As it became painfully obvious in https://phabricator.wikimedia.org/T354399#9615108 the increase in samples/s ingested for Prometheus k8s has accelerated at a pace I did not anticipate (~2.5x in ~2 months). Prometheus itself seems to be fine with the current load, though it does enter a crashloop on restart due to OOM while replaying its WAL. Truncating the WAL works as a mitigation, though of course it isn't ideal due to data loss (upstream issue)

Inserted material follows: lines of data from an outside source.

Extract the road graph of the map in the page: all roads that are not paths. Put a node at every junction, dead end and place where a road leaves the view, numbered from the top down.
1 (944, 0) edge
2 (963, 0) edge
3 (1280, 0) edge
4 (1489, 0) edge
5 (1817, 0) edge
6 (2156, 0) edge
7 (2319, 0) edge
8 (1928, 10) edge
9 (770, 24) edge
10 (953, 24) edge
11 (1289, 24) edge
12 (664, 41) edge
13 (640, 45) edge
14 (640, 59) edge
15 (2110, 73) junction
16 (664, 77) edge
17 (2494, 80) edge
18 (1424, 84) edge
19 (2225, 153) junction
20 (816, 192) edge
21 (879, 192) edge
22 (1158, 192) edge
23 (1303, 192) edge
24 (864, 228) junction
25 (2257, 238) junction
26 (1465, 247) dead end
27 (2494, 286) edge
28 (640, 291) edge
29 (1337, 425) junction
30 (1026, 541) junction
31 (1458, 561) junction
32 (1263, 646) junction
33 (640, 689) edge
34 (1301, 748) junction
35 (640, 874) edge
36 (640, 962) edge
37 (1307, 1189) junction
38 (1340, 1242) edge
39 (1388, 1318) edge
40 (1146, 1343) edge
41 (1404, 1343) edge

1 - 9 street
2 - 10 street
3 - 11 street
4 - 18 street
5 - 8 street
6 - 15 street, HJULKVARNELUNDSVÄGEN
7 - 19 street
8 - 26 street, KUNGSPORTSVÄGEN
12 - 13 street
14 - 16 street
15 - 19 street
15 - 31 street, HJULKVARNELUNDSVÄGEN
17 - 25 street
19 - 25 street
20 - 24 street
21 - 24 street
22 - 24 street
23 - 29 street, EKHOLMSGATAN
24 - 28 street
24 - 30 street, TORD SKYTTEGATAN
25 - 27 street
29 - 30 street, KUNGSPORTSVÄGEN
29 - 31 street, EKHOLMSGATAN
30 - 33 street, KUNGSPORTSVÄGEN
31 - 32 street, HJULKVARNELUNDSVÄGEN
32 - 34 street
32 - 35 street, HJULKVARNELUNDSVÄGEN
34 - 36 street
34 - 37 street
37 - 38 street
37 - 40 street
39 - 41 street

Upon quick investigation at https://prometheus-codfw.wikimedia.org/k8s/tsdb-status as of today the biggest metrics are from Envoy:
Top 10 series count by metric names Name Count envoy_http_downstream_cx_length_ms_bucket 681580 envoy_http_downstream_rq_time_bucket 681580 envoy_cluster_upstream_cx_length_ms_bucket 663000 envoy_cluster_upstream_cx_connect_ms_bucket 663000 envoy_cluster_upstream_rq_time_bucket 293980 istio_request_bytes_bucket 215420 istio_request_duration_milliseconds_bucket 215420 istio_response_bytes_bucket 215420 envoy_http_downstream_rq_xx 170395 container_blkio_device_usage_total 72556
This task is to brainstorm short/medium term ideas on how to address the issue, some venues for (possibly concurrent) investigation:
- Work on the Prometheus WAL replay memory explosion (e.g. capture memory profiles, work with upstream, etc)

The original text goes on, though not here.